# ASSIGNED TASK:
Could you work out how many lines of the material below hold "place"? Only the number is needed.

# PROVIDED RECORDS:
════════
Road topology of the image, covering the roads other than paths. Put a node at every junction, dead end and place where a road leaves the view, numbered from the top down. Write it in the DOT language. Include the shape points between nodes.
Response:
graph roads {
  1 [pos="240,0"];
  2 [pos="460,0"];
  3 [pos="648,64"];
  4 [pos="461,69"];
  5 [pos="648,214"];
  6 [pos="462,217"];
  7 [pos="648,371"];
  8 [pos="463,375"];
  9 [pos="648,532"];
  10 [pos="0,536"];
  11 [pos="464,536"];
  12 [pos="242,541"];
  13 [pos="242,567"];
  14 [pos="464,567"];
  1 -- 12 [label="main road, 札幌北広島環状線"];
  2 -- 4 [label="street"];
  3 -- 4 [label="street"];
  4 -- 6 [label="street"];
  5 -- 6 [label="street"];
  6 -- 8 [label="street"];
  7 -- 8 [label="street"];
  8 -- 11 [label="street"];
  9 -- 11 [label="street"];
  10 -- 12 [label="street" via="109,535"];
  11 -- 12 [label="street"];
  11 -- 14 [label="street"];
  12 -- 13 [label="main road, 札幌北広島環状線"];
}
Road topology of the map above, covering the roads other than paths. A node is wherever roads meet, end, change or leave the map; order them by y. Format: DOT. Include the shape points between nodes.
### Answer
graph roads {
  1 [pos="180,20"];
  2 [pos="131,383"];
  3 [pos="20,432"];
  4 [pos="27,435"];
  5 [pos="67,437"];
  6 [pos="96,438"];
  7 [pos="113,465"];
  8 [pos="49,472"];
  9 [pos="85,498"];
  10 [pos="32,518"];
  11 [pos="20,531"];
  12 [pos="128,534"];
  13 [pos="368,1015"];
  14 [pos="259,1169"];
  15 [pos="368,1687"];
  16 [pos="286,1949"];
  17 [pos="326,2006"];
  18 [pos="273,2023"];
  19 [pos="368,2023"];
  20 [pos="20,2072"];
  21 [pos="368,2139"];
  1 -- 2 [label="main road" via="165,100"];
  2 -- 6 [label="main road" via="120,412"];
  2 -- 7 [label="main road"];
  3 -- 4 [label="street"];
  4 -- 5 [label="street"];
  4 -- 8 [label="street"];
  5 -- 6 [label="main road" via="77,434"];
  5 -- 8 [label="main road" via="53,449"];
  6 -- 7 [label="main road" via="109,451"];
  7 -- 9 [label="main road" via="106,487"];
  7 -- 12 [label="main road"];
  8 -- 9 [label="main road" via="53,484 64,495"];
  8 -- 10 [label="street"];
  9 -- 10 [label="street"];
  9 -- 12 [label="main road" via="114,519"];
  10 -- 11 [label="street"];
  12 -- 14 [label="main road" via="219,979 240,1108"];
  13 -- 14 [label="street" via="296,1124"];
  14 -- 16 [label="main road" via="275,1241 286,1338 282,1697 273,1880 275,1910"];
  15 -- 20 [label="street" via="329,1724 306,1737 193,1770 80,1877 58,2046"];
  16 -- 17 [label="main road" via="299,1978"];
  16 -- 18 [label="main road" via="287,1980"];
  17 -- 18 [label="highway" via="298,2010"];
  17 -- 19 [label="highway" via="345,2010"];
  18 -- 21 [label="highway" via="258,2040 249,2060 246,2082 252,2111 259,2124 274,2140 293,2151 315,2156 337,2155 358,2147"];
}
════════
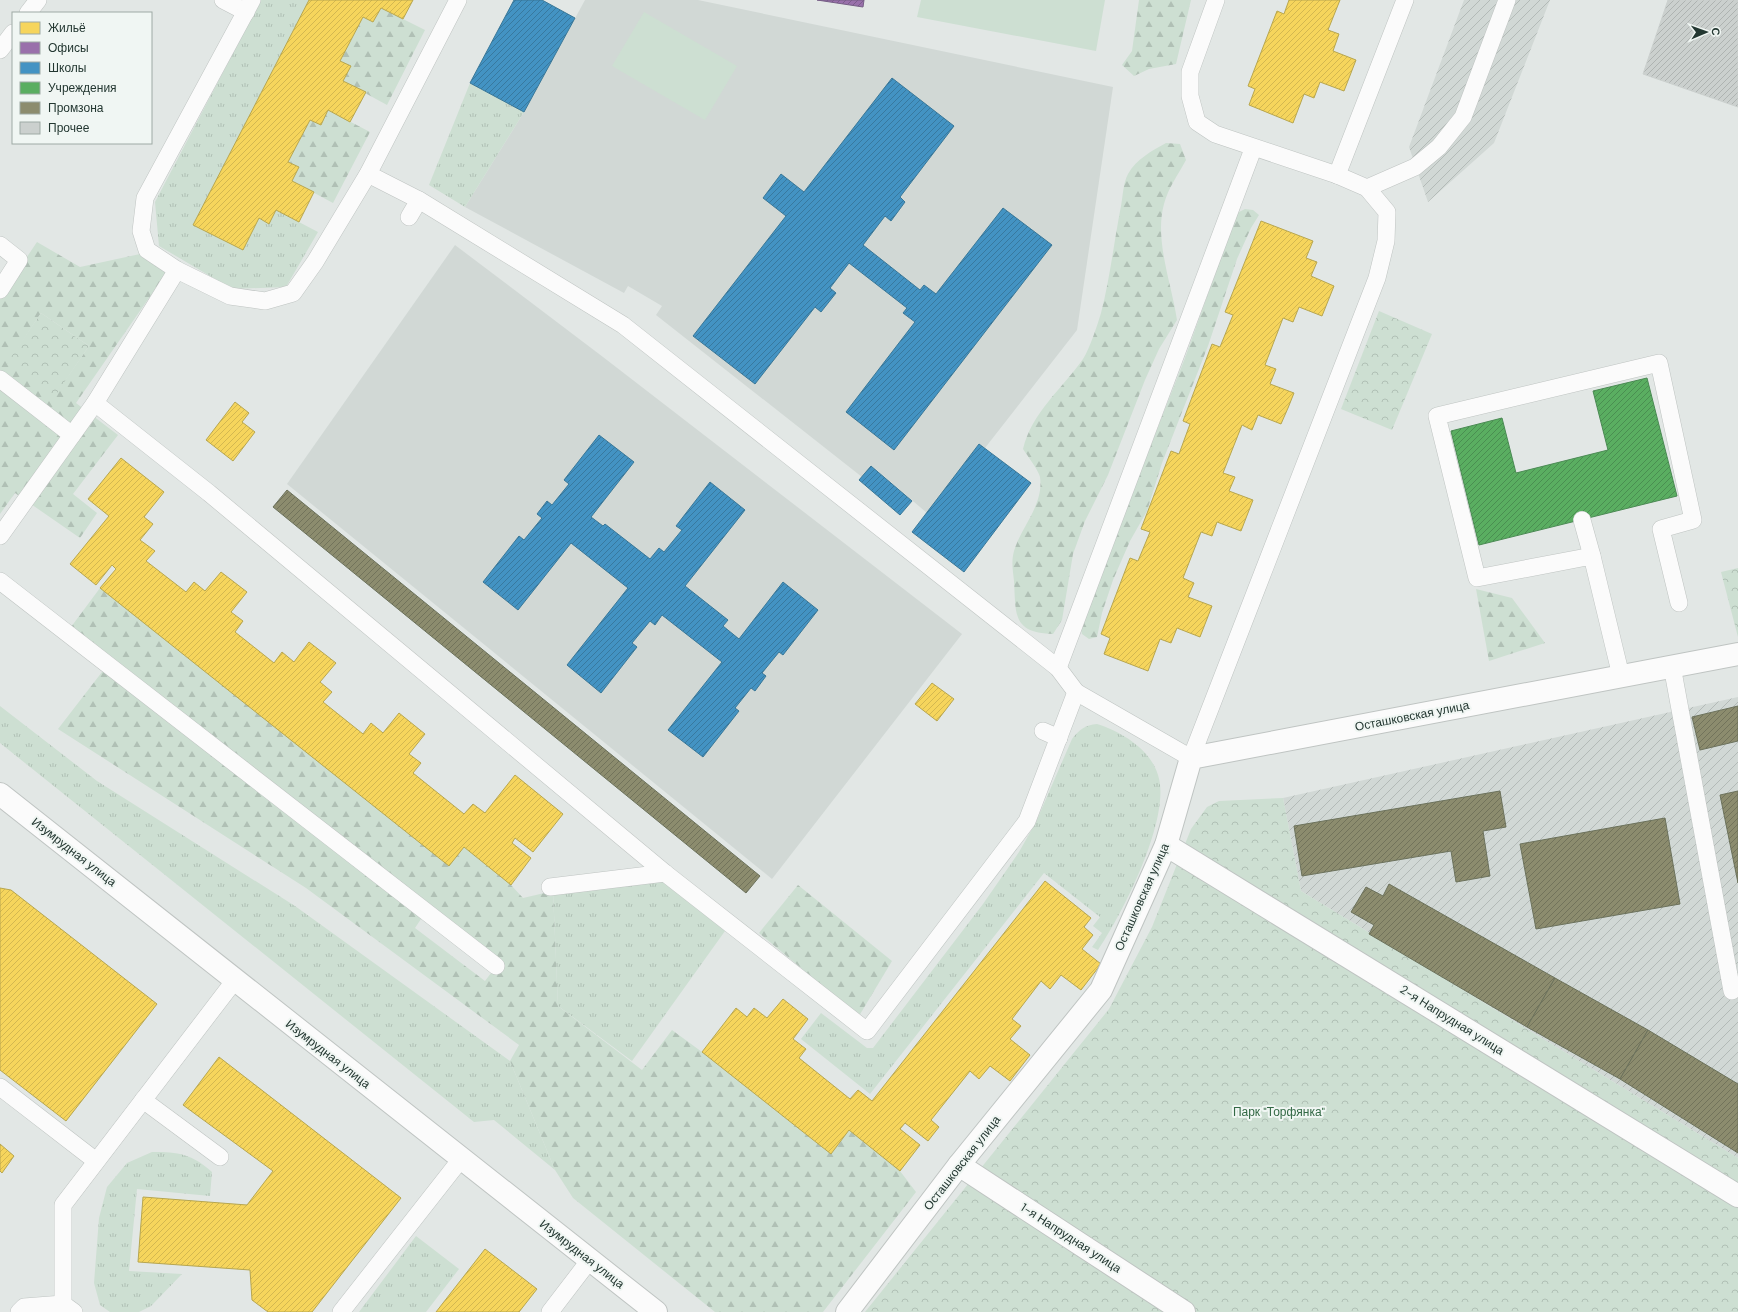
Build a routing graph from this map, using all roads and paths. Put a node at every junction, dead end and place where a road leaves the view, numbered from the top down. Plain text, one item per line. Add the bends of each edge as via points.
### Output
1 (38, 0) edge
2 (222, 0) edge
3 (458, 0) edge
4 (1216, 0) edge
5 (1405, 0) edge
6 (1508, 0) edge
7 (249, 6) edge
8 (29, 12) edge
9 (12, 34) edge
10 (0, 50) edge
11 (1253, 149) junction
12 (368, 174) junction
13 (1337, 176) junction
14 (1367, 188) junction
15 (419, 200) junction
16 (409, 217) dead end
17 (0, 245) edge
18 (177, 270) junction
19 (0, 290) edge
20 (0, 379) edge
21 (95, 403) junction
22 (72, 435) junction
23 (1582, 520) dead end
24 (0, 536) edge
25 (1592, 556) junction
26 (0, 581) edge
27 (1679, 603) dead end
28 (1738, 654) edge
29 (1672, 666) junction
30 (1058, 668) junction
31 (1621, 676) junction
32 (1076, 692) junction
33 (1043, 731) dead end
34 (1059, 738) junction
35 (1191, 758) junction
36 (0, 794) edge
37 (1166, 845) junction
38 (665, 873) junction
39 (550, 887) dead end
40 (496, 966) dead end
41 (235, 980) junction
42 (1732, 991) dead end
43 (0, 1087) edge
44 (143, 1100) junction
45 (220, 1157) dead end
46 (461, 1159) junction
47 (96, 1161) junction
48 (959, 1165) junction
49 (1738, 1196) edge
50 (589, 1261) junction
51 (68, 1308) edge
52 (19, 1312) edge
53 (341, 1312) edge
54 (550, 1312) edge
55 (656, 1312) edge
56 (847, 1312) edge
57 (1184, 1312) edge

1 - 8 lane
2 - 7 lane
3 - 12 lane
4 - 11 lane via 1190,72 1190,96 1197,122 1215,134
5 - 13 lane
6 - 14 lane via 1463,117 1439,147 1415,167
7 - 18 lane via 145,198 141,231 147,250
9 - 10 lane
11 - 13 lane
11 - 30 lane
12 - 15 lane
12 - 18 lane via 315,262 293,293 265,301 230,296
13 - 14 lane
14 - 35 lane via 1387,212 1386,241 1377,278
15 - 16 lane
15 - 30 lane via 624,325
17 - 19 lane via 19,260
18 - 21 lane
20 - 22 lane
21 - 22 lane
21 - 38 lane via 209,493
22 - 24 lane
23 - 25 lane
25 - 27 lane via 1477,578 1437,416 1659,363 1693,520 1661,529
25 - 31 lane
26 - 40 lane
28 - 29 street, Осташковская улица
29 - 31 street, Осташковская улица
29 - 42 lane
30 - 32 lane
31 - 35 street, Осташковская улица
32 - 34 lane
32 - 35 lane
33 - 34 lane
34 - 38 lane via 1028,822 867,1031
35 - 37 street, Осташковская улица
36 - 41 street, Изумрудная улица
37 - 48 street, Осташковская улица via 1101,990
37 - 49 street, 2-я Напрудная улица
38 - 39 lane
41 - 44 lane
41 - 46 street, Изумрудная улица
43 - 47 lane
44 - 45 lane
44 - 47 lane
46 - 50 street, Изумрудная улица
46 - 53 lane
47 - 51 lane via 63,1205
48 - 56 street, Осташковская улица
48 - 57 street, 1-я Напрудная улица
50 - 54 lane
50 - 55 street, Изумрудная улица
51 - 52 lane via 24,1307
════════
# ANSWER FOR THIS EXERCISE:
2